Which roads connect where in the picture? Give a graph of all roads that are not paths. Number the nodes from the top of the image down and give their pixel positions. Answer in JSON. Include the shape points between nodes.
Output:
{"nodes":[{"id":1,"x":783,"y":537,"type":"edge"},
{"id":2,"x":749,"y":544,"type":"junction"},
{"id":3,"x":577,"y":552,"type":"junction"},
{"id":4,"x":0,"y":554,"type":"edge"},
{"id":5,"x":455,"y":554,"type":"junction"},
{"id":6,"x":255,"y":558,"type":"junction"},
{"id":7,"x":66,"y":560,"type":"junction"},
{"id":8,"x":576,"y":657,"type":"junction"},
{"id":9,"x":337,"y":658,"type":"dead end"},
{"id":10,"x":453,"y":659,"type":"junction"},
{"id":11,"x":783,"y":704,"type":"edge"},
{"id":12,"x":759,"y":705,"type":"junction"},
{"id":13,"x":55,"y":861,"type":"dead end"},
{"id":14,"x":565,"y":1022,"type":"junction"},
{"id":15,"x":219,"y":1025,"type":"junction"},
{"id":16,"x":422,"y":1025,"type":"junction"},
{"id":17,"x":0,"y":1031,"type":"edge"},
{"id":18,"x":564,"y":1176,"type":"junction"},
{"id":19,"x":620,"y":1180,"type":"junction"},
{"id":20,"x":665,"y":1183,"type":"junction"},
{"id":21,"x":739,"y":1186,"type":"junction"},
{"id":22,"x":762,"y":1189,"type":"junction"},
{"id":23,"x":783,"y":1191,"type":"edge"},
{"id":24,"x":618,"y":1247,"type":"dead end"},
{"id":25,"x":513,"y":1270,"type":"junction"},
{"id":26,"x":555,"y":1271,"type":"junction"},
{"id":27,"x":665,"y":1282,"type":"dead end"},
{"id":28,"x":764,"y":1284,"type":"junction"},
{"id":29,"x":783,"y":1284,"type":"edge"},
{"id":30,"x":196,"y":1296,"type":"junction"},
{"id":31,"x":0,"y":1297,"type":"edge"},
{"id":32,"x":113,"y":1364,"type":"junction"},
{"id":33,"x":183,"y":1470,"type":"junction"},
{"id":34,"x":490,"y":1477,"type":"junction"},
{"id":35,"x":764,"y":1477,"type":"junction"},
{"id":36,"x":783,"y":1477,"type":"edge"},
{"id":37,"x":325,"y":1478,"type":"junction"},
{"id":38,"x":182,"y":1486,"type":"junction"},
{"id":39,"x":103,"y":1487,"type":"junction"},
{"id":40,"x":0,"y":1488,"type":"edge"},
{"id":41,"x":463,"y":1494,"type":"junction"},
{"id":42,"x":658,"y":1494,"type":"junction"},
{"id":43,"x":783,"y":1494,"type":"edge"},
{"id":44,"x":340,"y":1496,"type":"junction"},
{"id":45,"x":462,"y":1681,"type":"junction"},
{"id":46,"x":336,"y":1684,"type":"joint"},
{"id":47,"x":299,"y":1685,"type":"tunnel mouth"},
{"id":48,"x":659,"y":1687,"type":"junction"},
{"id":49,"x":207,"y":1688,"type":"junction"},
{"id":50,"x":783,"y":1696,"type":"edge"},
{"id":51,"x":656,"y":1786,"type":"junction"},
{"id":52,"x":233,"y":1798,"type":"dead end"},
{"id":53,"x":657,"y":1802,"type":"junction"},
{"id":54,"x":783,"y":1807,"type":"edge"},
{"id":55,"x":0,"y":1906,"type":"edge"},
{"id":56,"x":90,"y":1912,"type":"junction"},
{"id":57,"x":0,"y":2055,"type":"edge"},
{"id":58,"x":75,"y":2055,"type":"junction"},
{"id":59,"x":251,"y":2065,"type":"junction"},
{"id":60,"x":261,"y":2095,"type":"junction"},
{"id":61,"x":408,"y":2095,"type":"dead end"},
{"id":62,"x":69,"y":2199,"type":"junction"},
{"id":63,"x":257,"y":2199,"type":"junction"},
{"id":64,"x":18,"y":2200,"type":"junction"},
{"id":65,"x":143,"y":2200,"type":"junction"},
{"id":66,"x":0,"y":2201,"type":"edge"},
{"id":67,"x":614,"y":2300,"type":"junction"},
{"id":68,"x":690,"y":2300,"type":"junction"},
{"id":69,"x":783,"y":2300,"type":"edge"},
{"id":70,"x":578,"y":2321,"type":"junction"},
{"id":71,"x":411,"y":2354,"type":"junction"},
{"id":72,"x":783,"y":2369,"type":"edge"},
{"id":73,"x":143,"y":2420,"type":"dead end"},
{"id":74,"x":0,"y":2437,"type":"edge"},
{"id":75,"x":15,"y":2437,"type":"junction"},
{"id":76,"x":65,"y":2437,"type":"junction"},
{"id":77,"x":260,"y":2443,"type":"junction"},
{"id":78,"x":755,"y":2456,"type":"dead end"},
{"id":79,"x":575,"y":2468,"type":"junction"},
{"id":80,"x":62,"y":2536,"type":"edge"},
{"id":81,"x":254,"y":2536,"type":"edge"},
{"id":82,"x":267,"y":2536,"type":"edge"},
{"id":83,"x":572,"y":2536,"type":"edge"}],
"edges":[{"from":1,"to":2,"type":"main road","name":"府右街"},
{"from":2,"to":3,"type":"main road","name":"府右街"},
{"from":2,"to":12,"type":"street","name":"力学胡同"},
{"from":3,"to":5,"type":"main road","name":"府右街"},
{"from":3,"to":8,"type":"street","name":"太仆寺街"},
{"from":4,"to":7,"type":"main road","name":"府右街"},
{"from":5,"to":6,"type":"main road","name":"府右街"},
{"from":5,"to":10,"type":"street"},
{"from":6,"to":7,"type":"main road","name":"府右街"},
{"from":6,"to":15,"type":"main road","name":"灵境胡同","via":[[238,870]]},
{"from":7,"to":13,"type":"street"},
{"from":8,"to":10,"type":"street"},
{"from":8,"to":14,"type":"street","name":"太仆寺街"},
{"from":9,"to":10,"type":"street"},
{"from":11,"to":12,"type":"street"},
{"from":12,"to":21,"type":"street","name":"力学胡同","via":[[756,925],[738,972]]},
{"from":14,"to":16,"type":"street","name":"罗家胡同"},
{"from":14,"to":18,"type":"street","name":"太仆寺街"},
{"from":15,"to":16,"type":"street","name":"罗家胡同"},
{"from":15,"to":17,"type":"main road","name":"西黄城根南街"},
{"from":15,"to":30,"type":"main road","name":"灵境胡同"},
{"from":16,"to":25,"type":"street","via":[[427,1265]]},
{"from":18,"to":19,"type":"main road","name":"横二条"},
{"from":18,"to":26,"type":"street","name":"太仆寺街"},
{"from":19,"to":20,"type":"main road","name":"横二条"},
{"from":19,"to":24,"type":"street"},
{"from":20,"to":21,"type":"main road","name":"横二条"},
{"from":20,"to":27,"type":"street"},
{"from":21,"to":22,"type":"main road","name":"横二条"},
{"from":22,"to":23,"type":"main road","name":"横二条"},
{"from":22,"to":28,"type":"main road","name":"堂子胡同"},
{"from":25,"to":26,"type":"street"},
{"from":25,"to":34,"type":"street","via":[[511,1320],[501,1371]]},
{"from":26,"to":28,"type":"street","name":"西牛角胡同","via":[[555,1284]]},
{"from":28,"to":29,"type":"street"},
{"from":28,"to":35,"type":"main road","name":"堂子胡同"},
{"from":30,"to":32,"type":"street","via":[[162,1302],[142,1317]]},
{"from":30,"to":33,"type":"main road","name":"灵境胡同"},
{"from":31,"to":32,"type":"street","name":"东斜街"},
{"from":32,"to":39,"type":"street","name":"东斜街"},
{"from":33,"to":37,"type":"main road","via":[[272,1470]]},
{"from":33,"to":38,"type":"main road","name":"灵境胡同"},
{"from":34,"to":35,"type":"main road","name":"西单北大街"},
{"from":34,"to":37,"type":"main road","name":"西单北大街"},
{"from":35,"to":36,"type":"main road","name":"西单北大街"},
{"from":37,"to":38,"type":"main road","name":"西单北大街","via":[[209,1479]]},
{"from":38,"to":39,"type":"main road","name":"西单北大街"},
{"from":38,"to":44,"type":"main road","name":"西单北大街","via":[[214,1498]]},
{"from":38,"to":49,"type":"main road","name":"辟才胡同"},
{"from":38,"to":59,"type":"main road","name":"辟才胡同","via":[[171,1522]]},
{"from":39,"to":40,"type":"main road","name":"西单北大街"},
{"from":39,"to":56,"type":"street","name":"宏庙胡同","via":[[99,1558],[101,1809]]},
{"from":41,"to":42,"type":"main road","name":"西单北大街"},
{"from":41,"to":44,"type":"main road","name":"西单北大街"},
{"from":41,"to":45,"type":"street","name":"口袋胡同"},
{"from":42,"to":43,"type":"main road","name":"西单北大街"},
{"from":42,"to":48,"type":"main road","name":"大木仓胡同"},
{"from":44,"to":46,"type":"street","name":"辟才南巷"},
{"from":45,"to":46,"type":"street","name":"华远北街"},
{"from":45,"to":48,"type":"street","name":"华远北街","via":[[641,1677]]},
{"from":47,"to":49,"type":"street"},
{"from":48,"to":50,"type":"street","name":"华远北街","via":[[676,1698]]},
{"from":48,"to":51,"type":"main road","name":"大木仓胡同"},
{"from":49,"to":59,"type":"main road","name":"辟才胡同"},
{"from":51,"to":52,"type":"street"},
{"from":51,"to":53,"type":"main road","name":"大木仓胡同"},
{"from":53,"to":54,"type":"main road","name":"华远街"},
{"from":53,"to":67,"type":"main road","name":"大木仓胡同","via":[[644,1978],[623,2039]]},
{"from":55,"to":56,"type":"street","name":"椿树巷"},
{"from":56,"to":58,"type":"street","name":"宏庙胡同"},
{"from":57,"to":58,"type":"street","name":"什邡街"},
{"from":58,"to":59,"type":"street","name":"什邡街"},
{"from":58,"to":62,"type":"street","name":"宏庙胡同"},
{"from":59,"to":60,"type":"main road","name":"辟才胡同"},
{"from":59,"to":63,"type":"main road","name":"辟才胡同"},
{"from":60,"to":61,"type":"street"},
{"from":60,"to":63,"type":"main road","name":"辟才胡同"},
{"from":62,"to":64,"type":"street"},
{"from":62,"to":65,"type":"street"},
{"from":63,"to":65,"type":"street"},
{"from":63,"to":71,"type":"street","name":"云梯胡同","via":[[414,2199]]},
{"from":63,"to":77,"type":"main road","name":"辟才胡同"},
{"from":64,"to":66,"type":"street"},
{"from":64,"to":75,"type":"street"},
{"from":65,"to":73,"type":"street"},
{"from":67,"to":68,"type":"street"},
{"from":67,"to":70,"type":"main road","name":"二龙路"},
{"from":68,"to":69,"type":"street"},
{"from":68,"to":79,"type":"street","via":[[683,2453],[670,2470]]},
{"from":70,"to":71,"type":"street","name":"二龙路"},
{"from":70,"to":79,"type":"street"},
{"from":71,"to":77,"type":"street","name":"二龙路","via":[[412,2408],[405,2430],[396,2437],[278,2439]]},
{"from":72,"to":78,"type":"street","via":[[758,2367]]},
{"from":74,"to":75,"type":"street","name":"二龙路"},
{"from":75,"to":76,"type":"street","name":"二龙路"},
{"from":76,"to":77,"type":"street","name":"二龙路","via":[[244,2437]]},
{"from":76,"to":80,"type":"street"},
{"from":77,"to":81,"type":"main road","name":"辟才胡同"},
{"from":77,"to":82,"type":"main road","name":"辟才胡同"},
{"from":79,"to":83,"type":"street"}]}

..........

Go through the material and copy each line that contains "dead".

{"id":9,"x":337,"y":658,"type":"dead end"},
{"id":13,"x":55,"y":861,"type":"dead end"},
{"id":24,"x":618,"y":1247,"type":"dead end"},
{"id":27,"x":665,"y":1282,"type":"dead end"},
{"id":52,"x":233,"y":1798,"type":"dead end"},
{"id":61,"x":408,"y":2095,"type":"dead end"},
{"id":73,"x":143,"y":2420,"type":"dead end"},
{"id":78,"x":755,"y":2456,"type":"dead end"},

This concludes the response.